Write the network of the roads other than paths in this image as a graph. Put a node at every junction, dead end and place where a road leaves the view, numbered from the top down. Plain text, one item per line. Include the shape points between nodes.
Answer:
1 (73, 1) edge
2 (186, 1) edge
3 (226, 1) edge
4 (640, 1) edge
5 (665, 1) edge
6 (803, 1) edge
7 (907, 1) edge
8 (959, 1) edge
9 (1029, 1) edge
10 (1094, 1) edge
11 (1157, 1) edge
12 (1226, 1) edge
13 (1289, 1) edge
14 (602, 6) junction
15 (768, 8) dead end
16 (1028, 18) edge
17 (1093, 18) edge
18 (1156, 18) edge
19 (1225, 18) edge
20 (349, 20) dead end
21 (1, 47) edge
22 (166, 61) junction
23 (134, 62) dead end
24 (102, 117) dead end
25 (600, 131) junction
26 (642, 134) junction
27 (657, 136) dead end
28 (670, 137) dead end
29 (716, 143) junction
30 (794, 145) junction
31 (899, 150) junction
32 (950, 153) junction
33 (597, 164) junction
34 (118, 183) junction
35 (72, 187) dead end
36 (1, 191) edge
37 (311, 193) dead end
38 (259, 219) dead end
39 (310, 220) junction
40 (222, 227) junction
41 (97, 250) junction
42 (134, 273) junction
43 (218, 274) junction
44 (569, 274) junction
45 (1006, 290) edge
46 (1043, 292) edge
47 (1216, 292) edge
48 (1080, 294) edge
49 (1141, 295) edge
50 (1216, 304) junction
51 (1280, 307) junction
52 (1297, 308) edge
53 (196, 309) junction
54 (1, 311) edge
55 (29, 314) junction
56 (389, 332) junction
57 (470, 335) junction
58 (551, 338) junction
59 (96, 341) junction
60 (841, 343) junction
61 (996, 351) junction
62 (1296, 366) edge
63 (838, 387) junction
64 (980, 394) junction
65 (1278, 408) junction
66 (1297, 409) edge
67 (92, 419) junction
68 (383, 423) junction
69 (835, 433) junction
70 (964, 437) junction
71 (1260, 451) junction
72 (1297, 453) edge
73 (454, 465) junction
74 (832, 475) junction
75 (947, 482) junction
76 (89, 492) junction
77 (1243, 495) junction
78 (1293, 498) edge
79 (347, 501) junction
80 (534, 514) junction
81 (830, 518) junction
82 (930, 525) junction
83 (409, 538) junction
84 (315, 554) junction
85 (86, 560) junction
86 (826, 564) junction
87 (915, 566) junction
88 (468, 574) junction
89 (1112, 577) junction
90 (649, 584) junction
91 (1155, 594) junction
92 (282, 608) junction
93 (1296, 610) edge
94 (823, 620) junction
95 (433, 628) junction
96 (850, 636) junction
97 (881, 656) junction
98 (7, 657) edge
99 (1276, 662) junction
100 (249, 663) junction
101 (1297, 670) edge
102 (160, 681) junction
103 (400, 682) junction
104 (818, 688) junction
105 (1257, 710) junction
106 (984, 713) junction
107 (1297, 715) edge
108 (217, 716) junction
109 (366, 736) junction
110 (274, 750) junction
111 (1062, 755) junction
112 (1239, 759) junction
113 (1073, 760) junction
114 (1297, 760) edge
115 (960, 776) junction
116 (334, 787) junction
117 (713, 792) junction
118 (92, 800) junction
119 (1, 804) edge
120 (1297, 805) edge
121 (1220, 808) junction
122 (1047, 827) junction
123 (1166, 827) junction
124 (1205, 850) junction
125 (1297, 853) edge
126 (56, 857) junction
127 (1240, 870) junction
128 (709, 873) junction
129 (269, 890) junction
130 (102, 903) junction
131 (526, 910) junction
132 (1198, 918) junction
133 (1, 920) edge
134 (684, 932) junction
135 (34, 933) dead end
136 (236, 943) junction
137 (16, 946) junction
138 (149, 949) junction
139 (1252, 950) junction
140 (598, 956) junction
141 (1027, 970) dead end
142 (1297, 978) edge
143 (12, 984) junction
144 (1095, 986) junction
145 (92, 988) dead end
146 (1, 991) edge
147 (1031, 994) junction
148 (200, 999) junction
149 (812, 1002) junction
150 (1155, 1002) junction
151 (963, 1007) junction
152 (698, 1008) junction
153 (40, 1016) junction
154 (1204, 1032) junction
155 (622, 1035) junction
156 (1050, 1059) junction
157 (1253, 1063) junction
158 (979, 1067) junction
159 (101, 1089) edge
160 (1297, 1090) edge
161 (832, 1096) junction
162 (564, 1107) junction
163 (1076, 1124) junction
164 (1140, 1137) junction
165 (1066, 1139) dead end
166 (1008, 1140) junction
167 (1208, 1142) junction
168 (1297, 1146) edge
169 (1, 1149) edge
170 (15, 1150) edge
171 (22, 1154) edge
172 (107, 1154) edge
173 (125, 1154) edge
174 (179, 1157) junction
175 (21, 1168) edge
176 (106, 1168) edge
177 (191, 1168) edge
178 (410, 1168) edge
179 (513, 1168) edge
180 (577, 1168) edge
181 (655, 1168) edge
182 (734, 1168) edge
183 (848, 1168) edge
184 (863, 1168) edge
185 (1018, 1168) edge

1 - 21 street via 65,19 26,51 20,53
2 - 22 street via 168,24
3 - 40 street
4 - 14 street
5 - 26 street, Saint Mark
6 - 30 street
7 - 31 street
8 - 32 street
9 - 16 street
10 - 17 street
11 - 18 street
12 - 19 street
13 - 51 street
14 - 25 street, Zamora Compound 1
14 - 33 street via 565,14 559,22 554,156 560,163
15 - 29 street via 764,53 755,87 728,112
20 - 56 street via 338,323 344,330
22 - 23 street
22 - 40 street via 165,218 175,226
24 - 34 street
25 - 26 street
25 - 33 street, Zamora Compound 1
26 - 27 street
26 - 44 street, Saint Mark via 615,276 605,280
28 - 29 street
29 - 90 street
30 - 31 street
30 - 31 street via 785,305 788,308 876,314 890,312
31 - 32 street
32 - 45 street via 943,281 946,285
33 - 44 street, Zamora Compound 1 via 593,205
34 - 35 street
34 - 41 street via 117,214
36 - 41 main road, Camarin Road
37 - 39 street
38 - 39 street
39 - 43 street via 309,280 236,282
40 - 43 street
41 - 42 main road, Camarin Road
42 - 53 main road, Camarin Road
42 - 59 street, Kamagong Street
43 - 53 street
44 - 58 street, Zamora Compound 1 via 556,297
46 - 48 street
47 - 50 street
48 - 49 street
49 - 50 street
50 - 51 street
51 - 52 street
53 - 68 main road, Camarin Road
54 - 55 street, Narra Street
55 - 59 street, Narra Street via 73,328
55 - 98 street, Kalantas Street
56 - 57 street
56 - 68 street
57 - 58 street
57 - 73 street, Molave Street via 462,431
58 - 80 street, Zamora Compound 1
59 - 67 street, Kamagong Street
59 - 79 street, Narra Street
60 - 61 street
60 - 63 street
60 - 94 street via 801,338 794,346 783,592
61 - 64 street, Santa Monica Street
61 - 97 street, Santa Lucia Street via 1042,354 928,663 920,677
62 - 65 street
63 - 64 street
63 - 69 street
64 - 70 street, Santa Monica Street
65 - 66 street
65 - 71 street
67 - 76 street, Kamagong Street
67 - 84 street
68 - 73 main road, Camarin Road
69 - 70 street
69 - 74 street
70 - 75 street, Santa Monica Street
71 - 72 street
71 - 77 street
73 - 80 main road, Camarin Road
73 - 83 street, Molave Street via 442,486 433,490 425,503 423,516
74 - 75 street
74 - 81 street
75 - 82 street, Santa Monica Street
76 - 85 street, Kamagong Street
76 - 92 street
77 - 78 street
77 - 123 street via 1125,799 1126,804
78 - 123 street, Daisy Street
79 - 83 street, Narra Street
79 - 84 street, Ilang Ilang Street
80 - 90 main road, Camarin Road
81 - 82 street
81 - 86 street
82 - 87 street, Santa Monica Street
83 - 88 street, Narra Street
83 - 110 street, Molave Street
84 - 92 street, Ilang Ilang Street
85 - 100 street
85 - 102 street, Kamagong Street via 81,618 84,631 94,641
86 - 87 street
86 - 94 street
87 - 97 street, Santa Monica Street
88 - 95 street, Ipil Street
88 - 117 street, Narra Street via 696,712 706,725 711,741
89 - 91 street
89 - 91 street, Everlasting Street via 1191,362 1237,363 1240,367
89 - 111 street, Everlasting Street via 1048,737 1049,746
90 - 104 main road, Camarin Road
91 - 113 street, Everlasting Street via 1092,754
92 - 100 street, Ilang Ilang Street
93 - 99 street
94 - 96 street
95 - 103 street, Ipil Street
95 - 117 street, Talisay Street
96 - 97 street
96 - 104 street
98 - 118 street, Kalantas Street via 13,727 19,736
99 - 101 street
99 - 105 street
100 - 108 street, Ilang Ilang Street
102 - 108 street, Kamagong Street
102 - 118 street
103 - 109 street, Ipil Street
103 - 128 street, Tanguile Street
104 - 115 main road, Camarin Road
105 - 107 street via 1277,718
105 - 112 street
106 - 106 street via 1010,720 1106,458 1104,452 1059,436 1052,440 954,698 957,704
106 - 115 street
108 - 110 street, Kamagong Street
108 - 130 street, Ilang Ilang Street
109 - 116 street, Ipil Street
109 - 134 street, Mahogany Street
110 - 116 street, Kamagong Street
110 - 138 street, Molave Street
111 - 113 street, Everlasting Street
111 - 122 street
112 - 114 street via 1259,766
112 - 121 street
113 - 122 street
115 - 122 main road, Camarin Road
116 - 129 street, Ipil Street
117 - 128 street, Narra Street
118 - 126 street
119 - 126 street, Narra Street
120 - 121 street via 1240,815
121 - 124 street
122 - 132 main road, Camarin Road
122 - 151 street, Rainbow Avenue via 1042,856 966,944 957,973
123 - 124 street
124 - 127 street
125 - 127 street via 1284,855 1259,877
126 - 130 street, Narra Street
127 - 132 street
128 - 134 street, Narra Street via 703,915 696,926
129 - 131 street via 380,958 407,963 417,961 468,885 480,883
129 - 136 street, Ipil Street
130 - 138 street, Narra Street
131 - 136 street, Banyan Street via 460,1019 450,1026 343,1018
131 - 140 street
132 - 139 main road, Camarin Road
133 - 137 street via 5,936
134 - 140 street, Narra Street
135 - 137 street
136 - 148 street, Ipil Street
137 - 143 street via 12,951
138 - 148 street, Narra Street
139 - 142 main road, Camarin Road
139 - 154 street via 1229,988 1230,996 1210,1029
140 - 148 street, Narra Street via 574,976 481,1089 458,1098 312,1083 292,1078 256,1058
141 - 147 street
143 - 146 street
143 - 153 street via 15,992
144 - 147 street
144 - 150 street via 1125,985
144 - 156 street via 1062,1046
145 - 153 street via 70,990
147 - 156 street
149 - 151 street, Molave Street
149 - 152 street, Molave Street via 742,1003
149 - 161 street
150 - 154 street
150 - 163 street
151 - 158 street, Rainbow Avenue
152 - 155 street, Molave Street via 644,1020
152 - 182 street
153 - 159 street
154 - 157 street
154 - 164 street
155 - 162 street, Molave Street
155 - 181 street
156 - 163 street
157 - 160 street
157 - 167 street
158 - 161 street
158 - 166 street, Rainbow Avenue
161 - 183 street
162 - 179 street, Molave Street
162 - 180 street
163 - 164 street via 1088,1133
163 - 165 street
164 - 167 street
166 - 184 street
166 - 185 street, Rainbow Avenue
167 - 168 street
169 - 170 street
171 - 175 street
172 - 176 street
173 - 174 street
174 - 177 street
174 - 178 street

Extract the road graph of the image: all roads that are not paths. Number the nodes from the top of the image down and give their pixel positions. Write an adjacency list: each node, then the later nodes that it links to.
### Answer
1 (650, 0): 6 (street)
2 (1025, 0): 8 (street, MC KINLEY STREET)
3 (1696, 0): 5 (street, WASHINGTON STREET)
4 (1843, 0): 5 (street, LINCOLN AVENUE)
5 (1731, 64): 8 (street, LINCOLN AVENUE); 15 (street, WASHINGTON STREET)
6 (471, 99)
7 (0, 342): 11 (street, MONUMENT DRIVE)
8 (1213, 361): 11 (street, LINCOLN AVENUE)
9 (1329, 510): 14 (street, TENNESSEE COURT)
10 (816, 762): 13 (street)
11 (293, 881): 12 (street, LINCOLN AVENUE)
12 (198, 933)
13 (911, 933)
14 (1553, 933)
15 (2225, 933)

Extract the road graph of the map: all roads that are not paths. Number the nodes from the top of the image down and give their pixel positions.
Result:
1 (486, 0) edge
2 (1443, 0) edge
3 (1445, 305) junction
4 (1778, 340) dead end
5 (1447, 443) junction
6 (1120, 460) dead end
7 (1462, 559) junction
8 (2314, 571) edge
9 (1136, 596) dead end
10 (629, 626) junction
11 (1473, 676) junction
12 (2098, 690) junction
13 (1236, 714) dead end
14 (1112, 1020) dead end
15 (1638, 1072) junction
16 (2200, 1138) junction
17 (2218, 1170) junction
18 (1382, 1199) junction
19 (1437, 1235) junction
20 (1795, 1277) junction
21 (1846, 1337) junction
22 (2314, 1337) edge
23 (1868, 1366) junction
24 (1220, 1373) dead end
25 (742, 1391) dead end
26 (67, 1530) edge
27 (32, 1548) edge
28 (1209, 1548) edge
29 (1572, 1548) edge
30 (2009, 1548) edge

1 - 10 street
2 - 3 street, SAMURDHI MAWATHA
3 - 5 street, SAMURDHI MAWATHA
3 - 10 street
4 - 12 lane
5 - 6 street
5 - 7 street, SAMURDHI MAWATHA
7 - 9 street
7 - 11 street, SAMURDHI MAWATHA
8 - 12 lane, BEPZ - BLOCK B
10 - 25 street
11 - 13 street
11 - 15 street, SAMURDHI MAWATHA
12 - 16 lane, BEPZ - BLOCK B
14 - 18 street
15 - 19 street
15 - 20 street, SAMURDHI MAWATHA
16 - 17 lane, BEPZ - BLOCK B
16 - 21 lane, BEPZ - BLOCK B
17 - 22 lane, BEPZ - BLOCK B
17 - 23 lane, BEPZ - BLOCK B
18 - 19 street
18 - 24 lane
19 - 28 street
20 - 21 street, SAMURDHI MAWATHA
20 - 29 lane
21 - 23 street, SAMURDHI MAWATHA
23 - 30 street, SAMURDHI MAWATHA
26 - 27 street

....

WORK INSTRUCTION ▸ Copy each line of the listing that contains the string "Mark".

REPLY ▸
5 - 26 street, Saint Mark
26 - 44 street, Saint Mark via 615,276 605,280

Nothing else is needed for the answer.